Okay, enough CMOS changes. (You can follow The Chicago Manual of Style on Facebook if you want more tips.) Let’s get back to editing tips. This one’s on EM DASHES.
There are two types of dashes used in book manuscripts:
em dash: —
en dash: –
According to The Chicago Manual of Style (Rule #6.90 & 6.91 in the 15th edition) and The Christian Writer’s Manual of Style (pp. 165–166), an em dash should be used to denote a sudden break in thought that causes an abrupt change in sentence structure. For example:
“Will he—can he—obtain the necessary signatures?”
The em dash is also used to indicate that one person’s speech has been interrupted by another.
“Well,” he began, “I thought I might—”
“Might what?” Jayna interrupted.
The Chicago manual also states (#6.88 in 15th) that a defining or enumerating complementary element in a sentence may be set off by dashes.
“Suzette could forgive every insult but the last—the snub by her coauthor.”
“Three novelists—Francine Rivers, Angela Elwell Hunt, and Karen Kingsbury—have most influenced my own writing.”
CMS-15 #6.87 and CWMS (p. 167) recommend that no more than a single dash (or pair of dashes) be used in a sentence. Dashes should be used sparingly throughout a manuscript.
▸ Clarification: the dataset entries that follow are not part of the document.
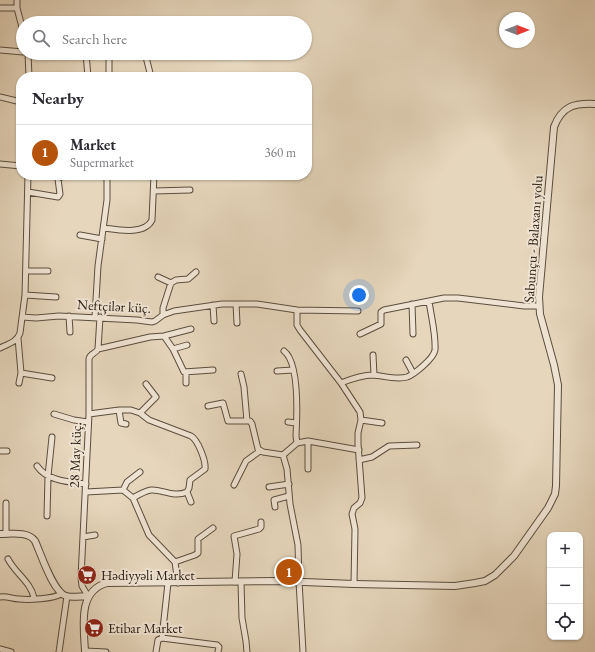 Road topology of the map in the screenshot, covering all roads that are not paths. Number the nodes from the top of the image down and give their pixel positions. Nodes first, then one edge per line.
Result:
1 (17, 0) edge
2 (0, 8) edge
3 (17, 8) junction
4 (19, 16) edge
5 (0, 50) edge
6 (16, 51) edge
7 (28, 60) edge
8 (87, 60) edge
9 (109, 60) edge
10 (147, 60) edge
11 (29, 72) edge
12 (88, 72) edge
13 (109, 72) edge
14 (150, 72) edge
15 (0, 97) edge
16 (16, 101) edge
17 (595, 104) edge
18 (0, 164) edge
19 (16, 166) edge
20 (28, 180) edge
21 (58, 180) edge
22 (107, 180) edge
23 (154, 180) edge
24 (190, 190) dead end
25 (154, 191) junction
26 (28, 192) junction
27 (104, 228) junction
28 (80, 235) dead end
29 (102, 239) junction
30 (26, 271) junction
31 (48, 271) dead end
32 (196, 272) dead end
33 (158, 277) dead end
34 (171, 283) junction
35 (25, 295) junction
36 (56, 297) dead end
37 (429, 301) junction
38 (236, 304) junction
39 (412, 304) junction
40 (213, 305) junction
41 (539, 306) junction
42 (298, 310) junction
43 (358, 311) dead end
44 (163, 314) junction
45 (69, 316) junction
46 (22, 317) junction
47 (97, 317) junction
48 (214, 321) dead end
49 (237, 323) dead end
50 (191, 329) dead end
51 (70, 332) dead end
52 (360, 334) dead end
53 (413, 334) dead end
54 (164, 336) junction
55 (18, 338) junction
56 (187, 345) dead end
57 (0, 348) edge
58 (173, 348) junction
59 (98, 349) junction
60 (284, 351) dead end
61 (373, 355) dead end
62 (406, 360) dead end
63 (212, 370) dead end
64 (293, 370) junction
65 (277, 371) dead end
66 (22, 373) junction
67 (186, 373) junction
68 (413, 373) junction
69 (241, 374) dead end
70 (374, 375) junction
71 (52, 378) dead end
72 (186, 383) dead end
73 (340, 383) junction
74 (19, 384) dead end
75 (146, 384) dead end
76 (208, 406) dead end
77 (119, 410) junction
78 (140, 413) junction
79 (54, 414) dead end
80 (89, 414) junction
81 (361, 420) junction
82 (247, 421) junction
83 (88, 422) junction
84 (288, 422) dead end
85 (296, 423) junction
86 (382, 423) dead end
87 (126, 424) dead end
88 (52, 437) dead end
89 (308, 441) junction
90 (297, 442) junction
91 (417, 445) dead end
92 (359, 450) junction
93 (0, 451) edge
94 (7, 451) dead end
95 (260, 451) junction
96 (283, 455) junction
97 (359, 460) junction
98 (37, 466) dead end
99 (308, 469) dead end
100 (140, 472) dead end
101 (48, 476) junction
102 (86, 484) junction
103 (289, 484) junction
104 (234, 485) dead end
105 (269, 487) dead end
106 (123, 490) junction
107 (86, 492) junction
108 (187, 492) junction
109 (290, 496) junction
110 (132, 498) junction
111 (191, 502) dead end
112 (6, 503) dead end
113 (275, 507) dead end
114 (47, 516) dead end
115 (261, 522) dead end
116 (212, 528) dead end
117 (3, 534) edge
118 (95, 535) dead end
119 (83, 537) junction
120 (8, 559) dead end
121 (175, 562) junction
122 (299, 581) junction
123 (238, 582) junction
124 (168, 583) junction
125 (178, 583) junction
126 (354, 584) junction
127 (61, 594) junction
128 (68, 596) junction
129 (88, 596) junction
130 (0, 597) edge
131 (34, 598) junction
132 (162, 638) junction
133 (0, 649) edge
134 (85, 651) edge
135 (11, 652) edge
136 (59, 652) edge
137 (106, 652) edge
138 (156, 652) edge
139 (218, 652) edge
140 (247, 652) edge
141 (303, 652) edge

1 - 3 street
2 - 3 street
3 - 4 street
5 - 6 street
7 - 11 street
8 - 12 street
9 - 13 street
10 - 14 street
15 - 16 street
17 - 41 street, Sabunçu - Balaxanı yolu
18 - 19 street
20 - 26 street
21 - 26 street
22 - 27 street, 28 May küç.
23 - 25 street
24 - 25 street
25 - 27 street
26 - 30 street
27 - 29 street, 28 May küç.
28 - 29 street
29 - 47 street, 28 May küç.
30 - 31 street
30 - 35 street
32 - 34 street
33 - 34 street
34 - 44 street
35 - 36 street
35 - 46 street
37 - 39 street
37 - 41 street
37 - 68 street
38 - 40 street, Neftçilər küç.
38 - 42 street, Neftçilər küç.
38 - 49 street
39 - 52 street
39 - 53 street
40 - 44 street, Neftçilər küç.
40 - 48 street
41 - 126 street, Sabunçu - Balaxanı yolu
42 - 43 street, Neftçilər küç.
42 - 73 street
44 - 47 street, Neftçilər küç.
45 - 46 street, Neftçilər küç.
45 - 47 street, Neftçilər küç.
45 - 51 street
46 - 55 street
47 - 59 street, 28 May küç.
50 - 54 street
54 - 58 street
54 - 59 street
55 - 57 street
55 - 66 street
56 - 58 street
58 - 67 street
59 - 80 street, 28 May küç.
60 - 64 street
61 - 70 street
62 - 68 street
63 - 67 street
64 - 65 street
64 - 85 street
66 - 71 street
66 - 74 street
67 - 72 street
68 - 70 street
69 - 82 street
70 - 73 street
73 - 81 street
75 - 78 street
76 - 82 street
77 - 78 street
77 - 80 street
77 - 87 street
78 - 108 street
79 - 83 street
80 - 83 street, 28 May küç.
81 - 86 street
81 - 92 street
82 - 95 street
83 - 102 street, 28 May küç.
84 - 85 street
85 - 90 street
88 - 101 street
89 - 90 street
89 - 92 street
89 - 99 street
90 - 96 street
91 - 97 street
92 - 97 street
93 - 94 street
95 - 96 street
95 - 104 street
96 - 103 street
97 - 126 street
98 - 101 street
100 - 106 street
101 - 102 street
101 - 114 street
102 - 107 street, 28 May küç.
103 - 105 street
103 - 109 street
106 - 107 street
106 - 110 street
107 - 119 street, 28 May küç.
108 - 110 street
108 - 111 street
109 - 113 street
109 - 122 street
110 - 121 street
112 - 117 street
115 - 123 street
116 - 121 street
117 - 127 street
118 - 119 street
119 - 129 street, 28 May küç.
120 - 131 street
121 - 125 street
122 - 123 street, Sabunçu - Balaxanı yolu
122 - 126 street, Sabunçu - Balaxanı yolu
122 - 141 street
123 - 125 street, Sabunçu - Balaxanı yolu
123 - 140 street
124 - 125 street, Sabunçu - Balaxanı yolu
124 - 129 street, Sabunçu - Balaxanı yolu
124 - 132 street
127 - 128 street
127 - 131 street
128 - 129 street
128 - 136 street
129 - 134 street
130 - 131 street
132 - 138 street
132 - 139 street
133 - 135 street
134 - 137 street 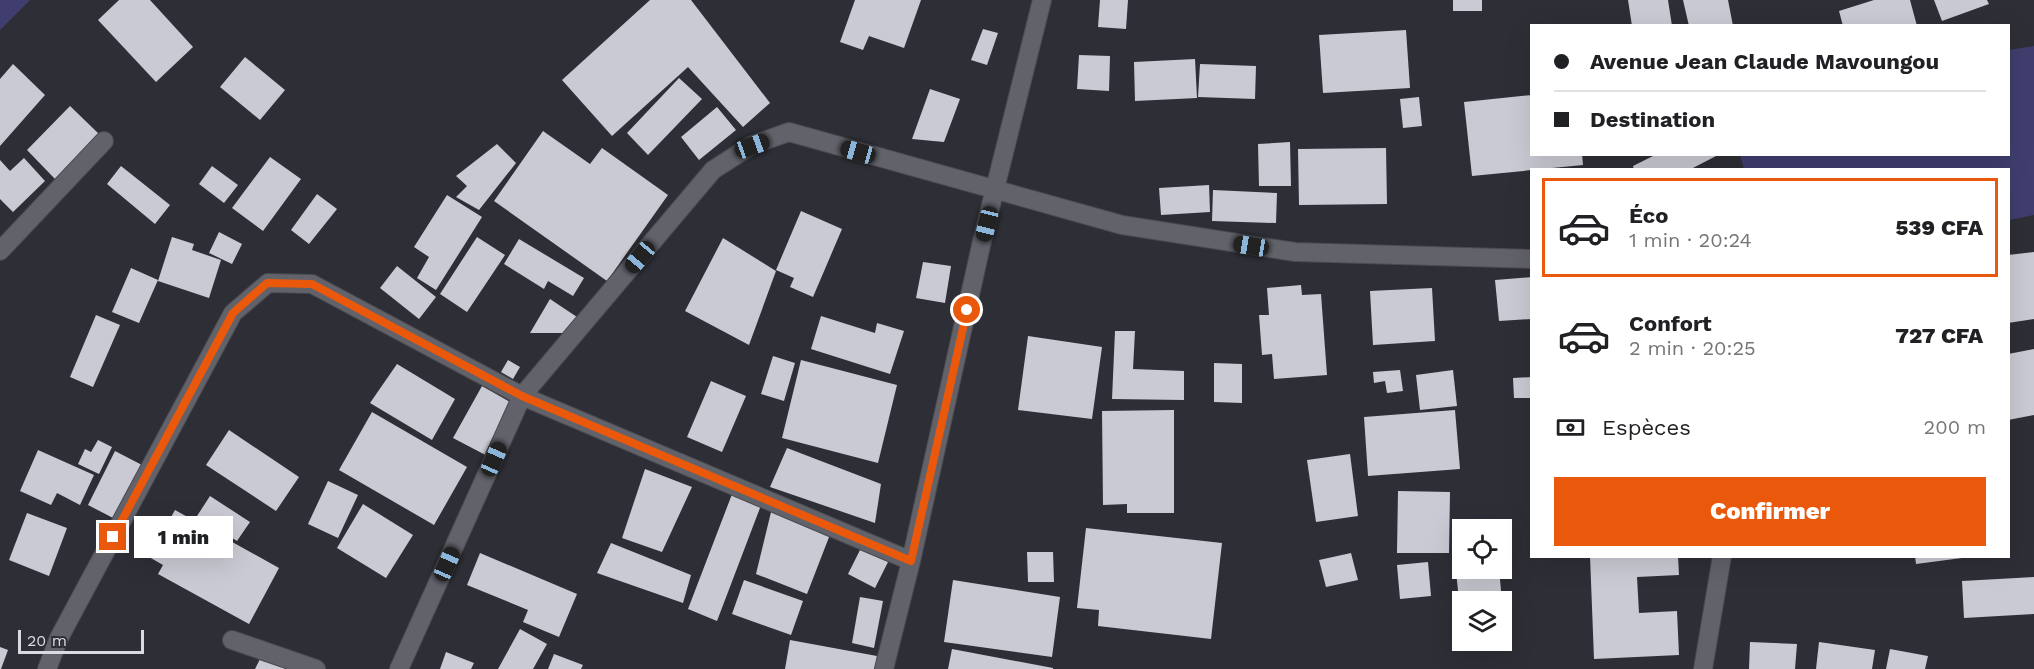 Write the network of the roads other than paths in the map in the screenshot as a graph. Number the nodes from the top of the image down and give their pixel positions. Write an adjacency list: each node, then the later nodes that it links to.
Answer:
1 (1042, 0): 3 (street)
2 (104, 141): 4 (street)
3 (996, 190): 5 (street); 6 (street); 8 (street)
4 (0, 251)
5 (1530, 259)
6 (522, 396): 8 (street); 10 (street); 12 (street)
7 (1722, 558): 14 (street)
8 (911, 561): 13 (street)
9 (232, 640): 11 (street)
10 (47, 669)
11 (316, 669)
12 (399, 669)
13 (884, 669)
14 (1703, 669)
Most word processors can convert hyphens to dashes. In MS Word, go to Tools, AutoCorrect, AutoFormat. Put a check in “Symbol characters (–) with symbols (—).”
With that option selected, hold down the Ctrl and Alt keys, then hit the hyphen on your numeric keypad to make an em dash.
Or, you can type a word (no space after), then type a double-hyphen, then type the next letter or word followed by a space.
If you prefer, a double hyphen (–) can be typed to represent an em dash, with no spaces before, after, or in between.
Note: For article manuscripts (per the Associated Press Stylebook), insert a space before and after an em dash (or double hyphen).